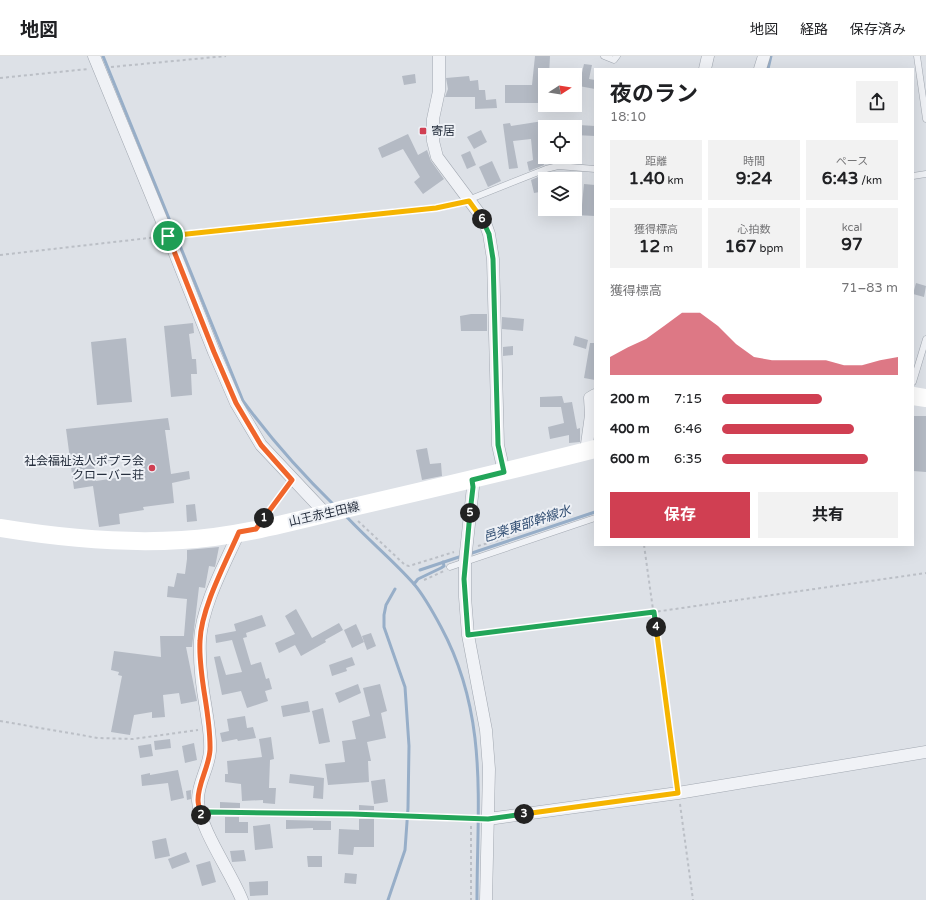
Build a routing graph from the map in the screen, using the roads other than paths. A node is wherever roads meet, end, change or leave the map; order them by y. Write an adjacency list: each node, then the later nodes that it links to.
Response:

◇ ◇ ◇ ◇ ◇ ◇ ◇

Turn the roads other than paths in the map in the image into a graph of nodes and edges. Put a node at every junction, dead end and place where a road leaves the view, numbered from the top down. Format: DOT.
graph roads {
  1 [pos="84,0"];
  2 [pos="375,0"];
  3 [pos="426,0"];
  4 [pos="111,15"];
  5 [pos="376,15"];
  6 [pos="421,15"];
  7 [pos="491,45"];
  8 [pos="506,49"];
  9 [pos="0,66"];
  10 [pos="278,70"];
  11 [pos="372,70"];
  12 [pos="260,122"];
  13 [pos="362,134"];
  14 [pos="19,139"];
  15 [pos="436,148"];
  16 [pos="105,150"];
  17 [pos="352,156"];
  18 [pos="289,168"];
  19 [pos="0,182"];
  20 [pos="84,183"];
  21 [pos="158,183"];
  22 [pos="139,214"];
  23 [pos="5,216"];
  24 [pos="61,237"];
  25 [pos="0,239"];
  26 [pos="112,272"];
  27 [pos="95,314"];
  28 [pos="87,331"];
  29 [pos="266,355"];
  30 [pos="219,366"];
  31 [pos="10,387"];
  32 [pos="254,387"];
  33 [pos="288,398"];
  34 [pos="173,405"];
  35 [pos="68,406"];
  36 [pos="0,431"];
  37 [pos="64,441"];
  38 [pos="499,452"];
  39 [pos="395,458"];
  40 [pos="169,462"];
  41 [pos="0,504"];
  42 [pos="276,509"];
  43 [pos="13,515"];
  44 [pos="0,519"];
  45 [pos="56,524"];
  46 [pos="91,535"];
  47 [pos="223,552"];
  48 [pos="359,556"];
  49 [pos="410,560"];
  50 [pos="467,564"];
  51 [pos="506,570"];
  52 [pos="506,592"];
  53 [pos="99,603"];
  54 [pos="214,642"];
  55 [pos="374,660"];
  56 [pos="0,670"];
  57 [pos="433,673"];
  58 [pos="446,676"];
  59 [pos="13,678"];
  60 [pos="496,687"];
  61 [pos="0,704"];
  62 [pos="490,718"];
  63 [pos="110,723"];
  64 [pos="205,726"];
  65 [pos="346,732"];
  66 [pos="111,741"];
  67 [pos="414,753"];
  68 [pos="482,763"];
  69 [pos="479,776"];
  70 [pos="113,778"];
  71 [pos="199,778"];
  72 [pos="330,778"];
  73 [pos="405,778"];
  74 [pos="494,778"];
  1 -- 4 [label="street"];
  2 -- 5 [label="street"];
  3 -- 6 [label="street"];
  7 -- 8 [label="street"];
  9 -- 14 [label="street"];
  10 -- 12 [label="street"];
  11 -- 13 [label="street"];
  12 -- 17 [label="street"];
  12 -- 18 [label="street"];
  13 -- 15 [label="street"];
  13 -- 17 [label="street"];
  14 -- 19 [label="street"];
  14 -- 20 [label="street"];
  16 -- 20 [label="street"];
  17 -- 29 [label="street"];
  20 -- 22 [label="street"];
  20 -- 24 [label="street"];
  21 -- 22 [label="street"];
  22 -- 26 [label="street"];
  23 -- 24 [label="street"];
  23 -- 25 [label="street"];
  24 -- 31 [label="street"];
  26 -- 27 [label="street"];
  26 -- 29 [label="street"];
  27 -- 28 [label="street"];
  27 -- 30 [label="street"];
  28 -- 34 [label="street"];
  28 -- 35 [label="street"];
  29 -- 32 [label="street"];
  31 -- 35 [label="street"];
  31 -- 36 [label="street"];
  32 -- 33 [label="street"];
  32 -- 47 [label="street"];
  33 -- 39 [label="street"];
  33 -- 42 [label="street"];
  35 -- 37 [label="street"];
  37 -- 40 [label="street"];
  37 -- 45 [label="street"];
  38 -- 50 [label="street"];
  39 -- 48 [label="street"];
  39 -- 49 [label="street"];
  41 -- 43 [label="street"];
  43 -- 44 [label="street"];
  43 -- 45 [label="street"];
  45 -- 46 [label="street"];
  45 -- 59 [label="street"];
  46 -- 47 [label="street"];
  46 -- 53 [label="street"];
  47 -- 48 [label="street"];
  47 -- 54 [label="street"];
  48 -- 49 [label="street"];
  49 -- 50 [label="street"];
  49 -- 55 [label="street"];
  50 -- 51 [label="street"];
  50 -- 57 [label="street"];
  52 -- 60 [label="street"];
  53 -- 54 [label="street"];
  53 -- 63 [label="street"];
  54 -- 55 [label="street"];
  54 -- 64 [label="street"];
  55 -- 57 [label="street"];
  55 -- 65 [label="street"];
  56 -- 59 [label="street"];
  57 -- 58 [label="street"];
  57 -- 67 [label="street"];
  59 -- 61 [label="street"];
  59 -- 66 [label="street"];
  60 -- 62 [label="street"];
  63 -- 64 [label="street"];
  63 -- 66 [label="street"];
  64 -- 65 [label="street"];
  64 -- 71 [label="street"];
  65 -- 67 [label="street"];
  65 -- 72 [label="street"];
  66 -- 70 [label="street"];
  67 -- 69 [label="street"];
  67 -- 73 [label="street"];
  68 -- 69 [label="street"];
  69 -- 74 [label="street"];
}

◇ ◇ ◇ ◇ ◇ ◇ ◇

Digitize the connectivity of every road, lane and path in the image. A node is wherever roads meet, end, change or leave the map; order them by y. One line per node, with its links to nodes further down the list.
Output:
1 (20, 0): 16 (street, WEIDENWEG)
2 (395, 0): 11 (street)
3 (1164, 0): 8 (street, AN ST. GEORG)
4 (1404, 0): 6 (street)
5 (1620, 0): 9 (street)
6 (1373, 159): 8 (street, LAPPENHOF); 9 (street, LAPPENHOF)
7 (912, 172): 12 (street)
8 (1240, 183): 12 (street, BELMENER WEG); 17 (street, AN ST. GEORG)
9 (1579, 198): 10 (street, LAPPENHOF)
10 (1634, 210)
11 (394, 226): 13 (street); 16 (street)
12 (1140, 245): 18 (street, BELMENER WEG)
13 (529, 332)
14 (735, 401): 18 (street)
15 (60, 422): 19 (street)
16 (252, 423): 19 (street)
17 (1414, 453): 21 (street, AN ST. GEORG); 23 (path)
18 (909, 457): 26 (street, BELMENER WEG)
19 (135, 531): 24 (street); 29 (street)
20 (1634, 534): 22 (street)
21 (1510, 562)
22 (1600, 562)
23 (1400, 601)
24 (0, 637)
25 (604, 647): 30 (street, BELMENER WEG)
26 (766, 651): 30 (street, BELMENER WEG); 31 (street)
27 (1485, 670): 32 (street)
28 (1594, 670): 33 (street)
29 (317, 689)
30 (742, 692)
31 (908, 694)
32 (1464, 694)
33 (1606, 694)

◇ ◇ ◇ ◇ ◇ ◇ ◇

All that is needed is how many lines of the data contain "them", stated as a number.

2